In general, a lesson (from both the 80K model and our other quantitative models) is that many important considerations are very difficult (and perhaps impossible) to incorporate in a quantitative model. To really make the best judgement on whether to donate to a charity, qualitative arguments and “cluster thinking” may be valuable in addition to quantitative models.
 Some questions on this: what is the cost-effectiveness of different ways of reaching out to people (online materials, in person coaching etc.)? Online content is causing more of the impact-adjusted plan changes (see here), and is probably cheapest per plan change. See here for what they think are more/less useful.
 Note that GiveWell seems to take these into account in their charity recommendations, as quantitative cost-effectiveness analysis is only one element, and they often mention potential for learning and growth when talking about room for more funding.
 Some of the reasons here also point to the conclusion that even it is found that some cause to be the most cost-effective at the moment (and even if that is not meta), the EA movement should not invest all resources in any given year in one place, due to the learning value from developing other causes and the possibility that cost-effectiveness of different interventions change over time. This is similar to some of the reasons why the Open Philanthropy Project selects multiple causes (another reason, worldview diversification, is also relevant for the EA movement overall, but beyond the scope of this model).

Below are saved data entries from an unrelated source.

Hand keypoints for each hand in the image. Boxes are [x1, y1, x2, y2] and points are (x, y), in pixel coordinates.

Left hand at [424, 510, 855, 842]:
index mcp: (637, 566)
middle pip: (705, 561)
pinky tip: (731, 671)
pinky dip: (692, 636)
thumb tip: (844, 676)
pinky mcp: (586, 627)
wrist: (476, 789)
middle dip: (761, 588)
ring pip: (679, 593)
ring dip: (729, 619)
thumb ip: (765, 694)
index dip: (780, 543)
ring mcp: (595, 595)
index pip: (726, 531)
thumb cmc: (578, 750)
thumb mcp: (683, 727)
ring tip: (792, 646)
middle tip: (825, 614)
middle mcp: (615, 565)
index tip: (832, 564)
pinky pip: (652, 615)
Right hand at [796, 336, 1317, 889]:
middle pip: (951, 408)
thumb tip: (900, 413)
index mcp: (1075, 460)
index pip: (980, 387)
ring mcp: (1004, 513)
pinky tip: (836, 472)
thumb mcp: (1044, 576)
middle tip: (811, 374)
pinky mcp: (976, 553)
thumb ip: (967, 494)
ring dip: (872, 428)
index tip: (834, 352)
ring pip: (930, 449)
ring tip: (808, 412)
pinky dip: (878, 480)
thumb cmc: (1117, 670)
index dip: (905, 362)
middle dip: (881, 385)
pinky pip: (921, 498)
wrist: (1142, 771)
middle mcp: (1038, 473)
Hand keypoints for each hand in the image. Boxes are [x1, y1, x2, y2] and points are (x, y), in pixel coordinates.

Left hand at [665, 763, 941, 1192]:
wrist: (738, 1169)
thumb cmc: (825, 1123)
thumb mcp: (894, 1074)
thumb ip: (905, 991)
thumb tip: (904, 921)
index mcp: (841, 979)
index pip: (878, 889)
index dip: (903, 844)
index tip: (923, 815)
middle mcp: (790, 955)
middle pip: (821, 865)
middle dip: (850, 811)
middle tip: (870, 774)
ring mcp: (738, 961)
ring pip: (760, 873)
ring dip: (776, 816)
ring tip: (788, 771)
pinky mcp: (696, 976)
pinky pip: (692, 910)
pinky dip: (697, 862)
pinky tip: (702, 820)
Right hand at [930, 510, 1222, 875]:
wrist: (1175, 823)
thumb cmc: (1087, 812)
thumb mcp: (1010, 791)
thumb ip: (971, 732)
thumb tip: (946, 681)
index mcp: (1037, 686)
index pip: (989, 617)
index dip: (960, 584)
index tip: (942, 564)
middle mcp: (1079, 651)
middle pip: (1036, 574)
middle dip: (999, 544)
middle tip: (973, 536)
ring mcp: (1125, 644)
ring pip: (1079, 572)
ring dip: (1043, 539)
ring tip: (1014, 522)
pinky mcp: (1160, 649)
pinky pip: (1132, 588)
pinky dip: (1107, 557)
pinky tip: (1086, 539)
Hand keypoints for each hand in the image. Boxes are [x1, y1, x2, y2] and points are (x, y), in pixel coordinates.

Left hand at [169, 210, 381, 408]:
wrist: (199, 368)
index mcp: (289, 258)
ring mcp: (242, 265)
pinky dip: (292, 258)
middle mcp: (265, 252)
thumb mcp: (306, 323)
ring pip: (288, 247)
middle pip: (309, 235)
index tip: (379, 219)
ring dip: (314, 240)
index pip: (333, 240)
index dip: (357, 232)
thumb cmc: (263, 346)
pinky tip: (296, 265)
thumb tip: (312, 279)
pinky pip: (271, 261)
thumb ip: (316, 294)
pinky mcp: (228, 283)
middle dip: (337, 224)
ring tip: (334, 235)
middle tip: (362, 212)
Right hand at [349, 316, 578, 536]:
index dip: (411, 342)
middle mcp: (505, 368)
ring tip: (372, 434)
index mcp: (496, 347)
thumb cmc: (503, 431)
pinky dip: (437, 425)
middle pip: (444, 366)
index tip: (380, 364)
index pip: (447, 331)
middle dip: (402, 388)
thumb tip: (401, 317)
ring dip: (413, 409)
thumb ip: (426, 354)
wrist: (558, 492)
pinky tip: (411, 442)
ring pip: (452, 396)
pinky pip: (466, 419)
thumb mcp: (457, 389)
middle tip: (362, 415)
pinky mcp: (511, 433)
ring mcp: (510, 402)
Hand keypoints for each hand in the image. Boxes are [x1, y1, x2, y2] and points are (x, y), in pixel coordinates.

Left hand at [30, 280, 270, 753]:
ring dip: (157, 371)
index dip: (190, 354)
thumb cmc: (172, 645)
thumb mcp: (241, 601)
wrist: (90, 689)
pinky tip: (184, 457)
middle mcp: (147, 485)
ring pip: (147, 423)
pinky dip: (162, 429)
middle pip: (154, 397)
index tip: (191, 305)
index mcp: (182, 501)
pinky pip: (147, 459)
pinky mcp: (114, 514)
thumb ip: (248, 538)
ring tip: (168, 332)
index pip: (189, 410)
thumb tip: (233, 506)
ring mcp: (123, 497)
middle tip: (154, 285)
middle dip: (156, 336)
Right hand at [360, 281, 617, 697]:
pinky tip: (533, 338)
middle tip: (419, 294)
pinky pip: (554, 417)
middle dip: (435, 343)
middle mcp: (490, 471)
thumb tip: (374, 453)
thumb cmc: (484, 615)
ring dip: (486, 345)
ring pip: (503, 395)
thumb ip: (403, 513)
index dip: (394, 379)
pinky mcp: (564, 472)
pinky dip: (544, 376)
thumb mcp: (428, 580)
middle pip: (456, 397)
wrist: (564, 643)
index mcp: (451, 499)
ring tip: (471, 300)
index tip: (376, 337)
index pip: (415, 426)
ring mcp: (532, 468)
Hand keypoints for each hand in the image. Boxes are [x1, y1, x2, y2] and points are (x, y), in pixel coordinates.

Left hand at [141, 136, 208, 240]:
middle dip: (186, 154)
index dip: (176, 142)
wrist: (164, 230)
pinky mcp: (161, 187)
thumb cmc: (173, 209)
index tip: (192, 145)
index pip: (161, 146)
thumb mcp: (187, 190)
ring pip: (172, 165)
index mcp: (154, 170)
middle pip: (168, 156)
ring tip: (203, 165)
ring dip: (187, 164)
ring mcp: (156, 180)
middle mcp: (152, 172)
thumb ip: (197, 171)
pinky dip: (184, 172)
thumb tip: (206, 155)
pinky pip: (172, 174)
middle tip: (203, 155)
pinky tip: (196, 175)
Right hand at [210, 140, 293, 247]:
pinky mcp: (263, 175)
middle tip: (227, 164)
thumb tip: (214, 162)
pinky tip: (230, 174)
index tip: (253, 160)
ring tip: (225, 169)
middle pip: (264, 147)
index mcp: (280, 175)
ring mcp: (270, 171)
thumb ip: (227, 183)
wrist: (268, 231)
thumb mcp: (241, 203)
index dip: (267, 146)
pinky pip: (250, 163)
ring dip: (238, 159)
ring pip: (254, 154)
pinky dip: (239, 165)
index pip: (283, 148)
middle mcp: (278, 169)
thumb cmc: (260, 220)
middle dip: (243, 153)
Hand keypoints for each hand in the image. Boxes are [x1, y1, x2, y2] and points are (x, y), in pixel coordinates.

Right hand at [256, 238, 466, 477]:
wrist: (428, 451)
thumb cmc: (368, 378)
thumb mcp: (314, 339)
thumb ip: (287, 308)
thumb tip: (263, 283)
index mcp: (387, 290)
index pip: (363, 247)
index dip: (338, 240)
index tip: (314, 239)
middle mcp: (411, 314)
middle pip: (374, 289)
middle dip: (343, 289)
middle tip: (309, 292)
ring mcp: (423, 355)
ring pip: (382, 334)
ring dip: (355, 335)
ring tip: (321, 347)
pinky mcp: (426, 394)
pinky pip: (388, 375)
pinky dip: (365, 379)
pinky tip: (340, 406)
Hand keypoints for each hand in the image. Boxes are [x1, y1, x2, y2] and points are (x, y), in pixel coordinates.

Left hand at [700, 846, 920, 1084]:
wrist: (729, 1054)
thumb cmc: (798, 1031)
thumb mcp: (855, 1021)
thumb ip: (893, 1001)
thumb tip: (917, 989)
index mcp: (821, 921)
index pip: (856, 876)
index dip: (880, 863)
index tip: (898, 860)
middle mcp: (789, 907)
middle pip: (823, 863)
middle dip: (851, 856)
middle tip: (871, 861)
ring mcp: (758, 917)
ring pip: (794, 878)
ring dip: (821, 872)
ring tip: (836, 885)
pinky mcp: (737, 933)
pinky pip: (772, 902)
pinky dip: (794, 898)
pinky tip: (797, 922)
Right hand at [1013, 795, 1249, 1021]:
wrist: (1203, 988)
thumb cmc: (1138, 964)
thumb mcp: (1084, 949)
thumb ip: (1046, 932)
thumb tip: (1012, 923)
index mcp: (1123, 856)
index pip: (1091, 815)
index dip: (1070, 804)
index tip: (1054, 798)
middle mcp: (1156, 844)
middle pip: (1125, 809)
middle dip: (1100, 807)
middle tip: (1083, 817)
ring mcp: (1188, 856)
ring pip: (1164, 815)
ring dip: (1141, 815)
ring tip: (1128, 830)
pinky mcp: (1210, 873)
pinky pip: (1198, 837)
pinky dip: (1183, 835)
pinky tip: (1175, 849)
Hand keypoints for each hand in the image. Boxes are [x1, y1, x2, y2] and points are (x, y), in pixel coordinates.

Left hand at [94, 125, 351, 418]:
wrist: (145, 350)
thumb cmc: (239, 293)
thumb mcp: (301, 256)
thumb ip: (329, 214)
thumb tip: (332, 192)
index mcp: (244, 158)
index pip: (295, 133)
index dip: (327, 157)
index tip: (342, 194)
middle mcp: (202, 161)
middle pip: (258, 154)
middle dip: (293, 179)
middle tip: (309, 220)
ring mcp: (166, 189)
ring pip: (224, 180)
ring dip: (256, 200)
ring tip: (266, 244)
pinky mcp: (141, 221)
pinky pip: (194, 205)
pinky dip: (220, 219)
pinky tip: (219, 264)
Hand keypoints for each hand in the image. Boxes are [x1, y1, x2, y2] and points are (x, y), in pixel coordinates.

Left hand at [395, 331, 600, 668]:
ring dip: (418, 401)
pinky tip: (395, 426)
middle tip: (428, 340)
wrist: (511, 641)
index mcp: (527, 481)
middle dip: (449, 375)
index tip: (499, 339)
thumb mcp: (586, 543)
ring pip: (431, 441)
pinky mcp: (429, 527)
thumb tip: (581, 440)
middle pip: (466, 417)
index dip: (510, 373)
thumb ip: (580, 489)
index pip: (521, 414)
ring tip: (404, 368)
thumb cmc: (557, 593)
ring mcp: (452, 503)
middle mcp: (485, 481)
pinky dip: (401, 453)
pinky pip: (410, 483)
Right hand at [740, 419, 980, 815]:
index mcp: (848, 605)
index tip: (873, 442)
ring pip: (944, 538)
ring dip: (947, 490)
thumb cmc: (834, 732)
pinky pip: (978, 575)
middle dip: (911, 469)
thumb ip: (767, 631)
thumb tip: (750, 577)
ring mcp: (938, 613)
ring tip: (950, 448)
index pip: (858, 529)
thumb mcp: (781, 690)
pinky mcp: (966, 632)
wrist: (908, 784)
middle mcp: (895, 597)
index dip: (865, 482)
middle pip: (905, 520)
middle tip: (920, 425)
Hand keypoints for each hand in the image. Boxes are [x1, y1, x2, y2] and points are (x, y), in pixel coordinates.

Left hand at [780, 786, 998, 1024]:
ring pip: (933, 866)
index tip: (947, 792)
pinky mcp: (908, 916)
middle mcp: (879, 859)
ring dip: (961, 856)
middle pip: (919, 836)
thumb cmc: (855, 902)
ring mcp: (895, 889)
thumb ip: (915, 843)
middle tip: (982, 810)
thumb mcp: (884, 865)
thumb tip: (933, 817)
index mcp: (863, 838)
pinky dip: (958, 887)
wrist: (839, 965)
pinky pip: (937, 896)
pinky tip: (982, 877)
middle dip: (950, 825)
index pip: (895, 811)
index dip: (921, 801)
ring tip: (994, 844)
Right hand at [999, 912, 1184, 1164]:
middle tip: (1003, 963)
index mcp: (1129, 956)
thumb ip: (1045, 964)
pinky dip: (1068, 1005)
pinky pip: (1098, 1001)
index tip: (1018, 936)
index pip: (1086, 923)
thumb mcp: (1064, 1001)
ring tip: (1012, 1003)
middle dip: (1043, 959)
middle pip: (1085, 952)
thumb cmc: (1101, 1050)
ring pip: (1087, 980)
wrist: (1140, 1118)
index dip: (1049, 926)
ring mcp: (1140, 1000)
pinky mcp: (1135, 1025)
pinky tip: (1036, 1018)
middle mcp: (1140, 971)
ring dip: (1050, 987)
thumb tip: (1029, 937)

 Like the posts on “meta traps”, I am also not arguing for less meta. We may as well have not enough meta, especially early in the movement where capacity building could be relatively more important. And this should include not only groups like 80K and GWWC that increases the number of people in the EA movements, but research groups like CEA that increase our knowledge and understanding of related issues. Although this would be the topic for another discussion.
This post was submitted for comment to 80,000 Hours before publication.